After Mir’s death, Gulmar had a tough time living in Keran. “Every night, soldiers on night patrol used to knock at our door and throw stones on the roof, asking the ladies to come out,” Gulmar said. “I was the mother of two more daughters so I used to remain awake whole night protecting my daughters. It was same for other villagers as well. Nobody was molested or raped but we used to live under immense fear.”

Gulmar struggled to migrate again. With her four kids, somehow she got the job of a cook in an orphanage in Silikote, Kupwara, in 2001. In exchange for her services, they kept her four children.

Residents of Bore, displaced by the security situation in 1990, explaining their case. KL Image: Bilal Bahadur

Her son, Saddam Hussain Mir, 23, is a class 10th drop out. He decided to take care of his family and got a job at a local hotel in Kupwara in 2005. For five years, he would earn Rs 5000 a month. Then, he shifted to Srinagar. He sells vegetables in Dalgate where he lives in a rented room with his mother. His youngest brother, a class 9th student is still in the same orphanage and his two sisters, class 9th and 12th student, are in a separate orphanage in Channapora (Srinagar). Separation seems to be their destiny. “Despite living a few kilometres away from my sisters, I can’t meet them,” Saddam regrets. “We all siblings are together on just two Eid’s.”

The Bore migrants, now 19 families, claim they face a plain denial in getting what should have normally come to them. “We have lost our identity,” Raziya, 25, said. Born two years after her parents were rendered homeless, she says she wants to see her home, at least for once. “I don’t have any good memories of my childhood as I always saw my family struggling every second of the day,” she said. “We cannot afford a long court case but we can go to Delhi and protest outside the Parliament.”

Independent lawmaker Engineer Rasheed, who is less vocal now, said he visited Bore Payeen in 2016 winter. “I used chains on the tyres of my vehicle to reach the village,” Rasheed said. “The whole area is damaged. We had to walk for at least two kilometres to reach the village. Just a few abandoned houses, which have been occupied by Army.”

Rasheed during his overnight stay said he was surprised to hear the sound of buzzing vehicles. “When I went closer to the noise, I could see the other side was abuzz with life. Just at a stone’s throw, I saw a big hotel, picnic spots, metalled roads. It was a complete city.” He was referring to the Bore Balla.

The Wish

Shattered by the last three decades of roaming between the pillar and the post, these homeless villagers demand a respite now. They have four demands: registration of 19 families as Kashmiri migrants, restoration of relief package, compensation for their houses and property and the allotment of land in lieu of the land they were dispossessed from.

Recently, a high-level meeting under State Chief Secretary of met and decided to fulfil the demands of the villagers. The local administration in Kupwara acknowledges their problems. Kupwara Chief Planning Officer says the state administration has schemes exclusively for all border areas in the state. “Presently there are two schemes going on, a central government sponsored scheme and a state government scheme. I know the demands of Bore village, that include around 50 households, who were living under one kilometres of the LoC, are genuine,” the officer said.
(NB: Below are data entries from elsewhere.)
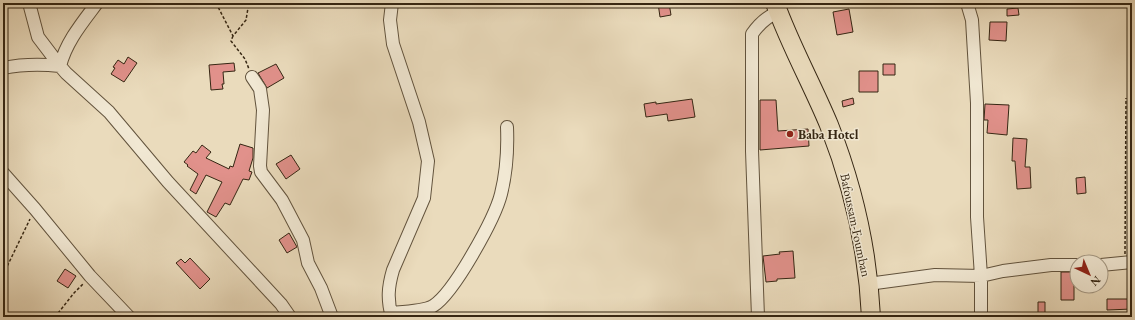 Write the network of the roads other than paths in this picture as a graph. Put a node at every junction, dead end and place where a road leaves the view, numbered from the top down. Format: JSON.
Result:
{"nodes":[{"id":1,"x":29,"y":3,"type":"edge"},
{"id":2,"x":97,"y":3,"type":"edge"},
{"id":3,"x":392,"y":3,"type":"edge"},
{"id":4,"x":969,"y":4,"type":"edge"},
{"id":5,"x":776,"y":8,"type":"edge"},
{"id":6,"x":60,"y":66,"type":"junction"},
{"id":7,"x":3,"y":68,"type":"edge"},
{"id":8,"x":252,"y":77,"type":"road end"},
{"id":9,"x":507,"y":127,"type":"dead end"},
{"id":10,"x":3,"y":173,"type":"edge"},
{"id":11,"x":1128,"y":262,"type":"edge"},
{"id":12,"x":1109,"y":264,"type":"edge"},
{"id":13,"x":1069,"y":265,"type":"edge"},
{"id":14,"x":981,"y":276,"type":"junction"},
{"id":15,"x":868,"y":284,"type":"junction"},
{"id":16,"x":391,"y":315,"type":"edge"},
{"id":17,"x":129,"y":317,"type":"edge"},
{"id":18,"x":290,"y":317,"type":"edge"},
{"id":19,"x":332,"y":317,"type":"edge"},
{"id":20,"x":758,"y":317,"type":"edge"},
{"id":21,"x":871,"y":317,"type":"edge"},
{"id":22,"x":981,"y":317,"type":"edge"}],
"edges":[{"from":1,"to":6,"type":"street"},
{"from":2,"to":6,"type":"street"},
{"from":3,"to":16,"type":"street"},
{"from":4,"to":14,"type":"street"},
{"from":5,"to":15,"type":"highway","name":"Bafoussam-Foumban"},
{"from":5,"to":20,"type":"street"},
{"from":6,"to":7,"type":"street"},
{"from":6,"to":18,"type":"street"},
{"from":8,"to":19,"type":"street"},
{"from":9,"to":16,"type":"street"},
{"from":10,"to":17,"type":"street"},
{"from":11,"to":12,"type":"street"},
{"from":13,"to":14,"type":"street"},
{"from":14,"to":15,"type":"street"},
{"from":14,"to":22,"type":"street"},
{"from":15,"to":21,"type":"highway","name":"Bafoussam-Foumban"}]}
“Only 12 families of Bore were displaced in my entire district and they were informed about the purpose that army had to go for fencing of the area,” Deputy Commissioner Khalid Jehangir said.“It is an old issue I don’t know why they were not allowed to go back.”
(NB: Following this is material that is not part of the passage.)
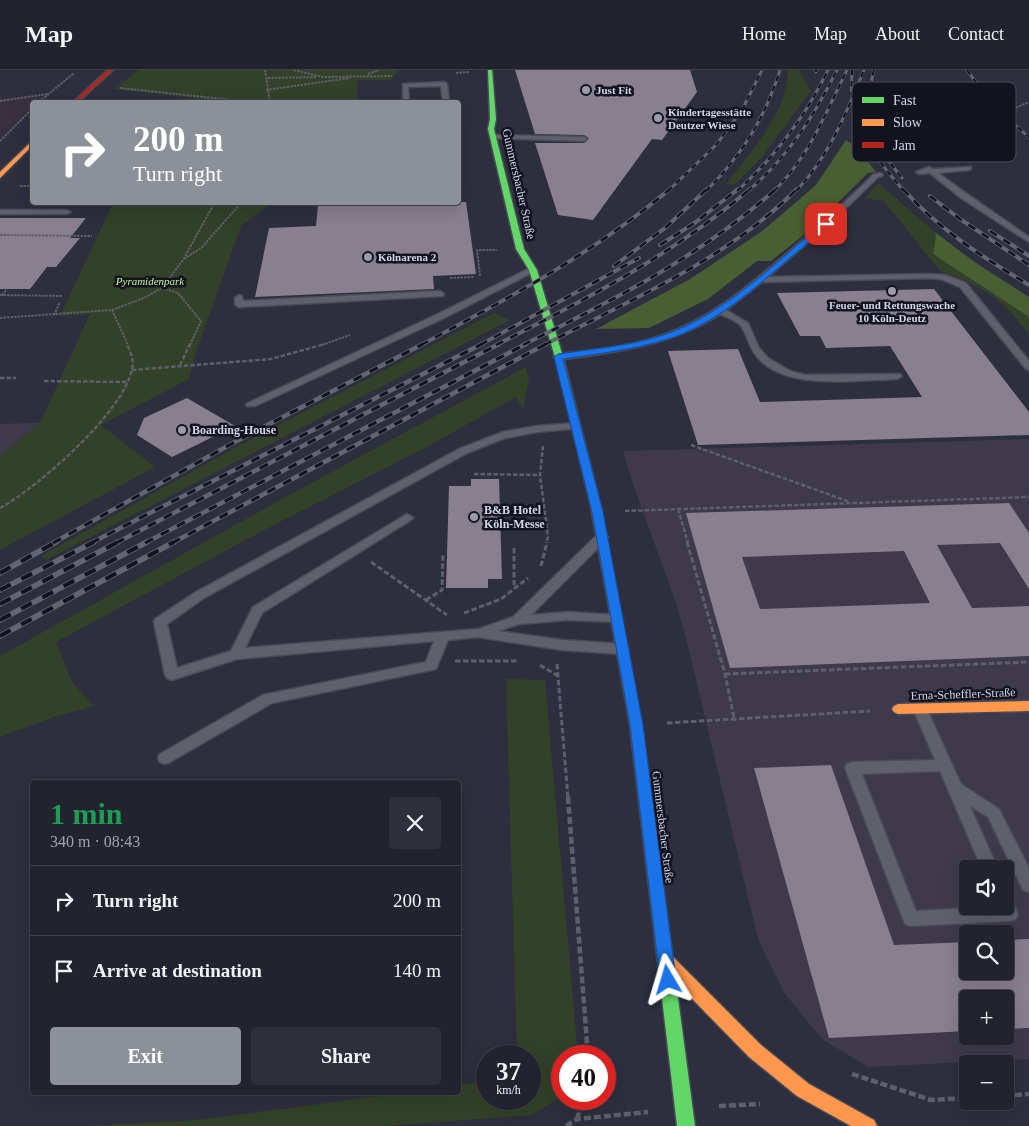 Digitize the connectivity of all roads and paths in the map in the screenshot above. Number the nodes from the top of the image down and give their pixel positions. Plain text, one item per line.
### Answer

Besides, Bore Payeen, four families of Kanthawali were also displaced. “I checked all documents where I came to know the relief was stopped in 2002 because they wanted to have one-time settlement,” Jehangir said. “Government ordered a compensation of Rs one lakh to each family and they were asked to identify land in Keran for building their houses. Most of the families couldn’t identify land so we have paid them Rs 30,000 as the compensation. Most of the families have accepted the compensation. We have just three or four cases pending with us which are awaiting verification.”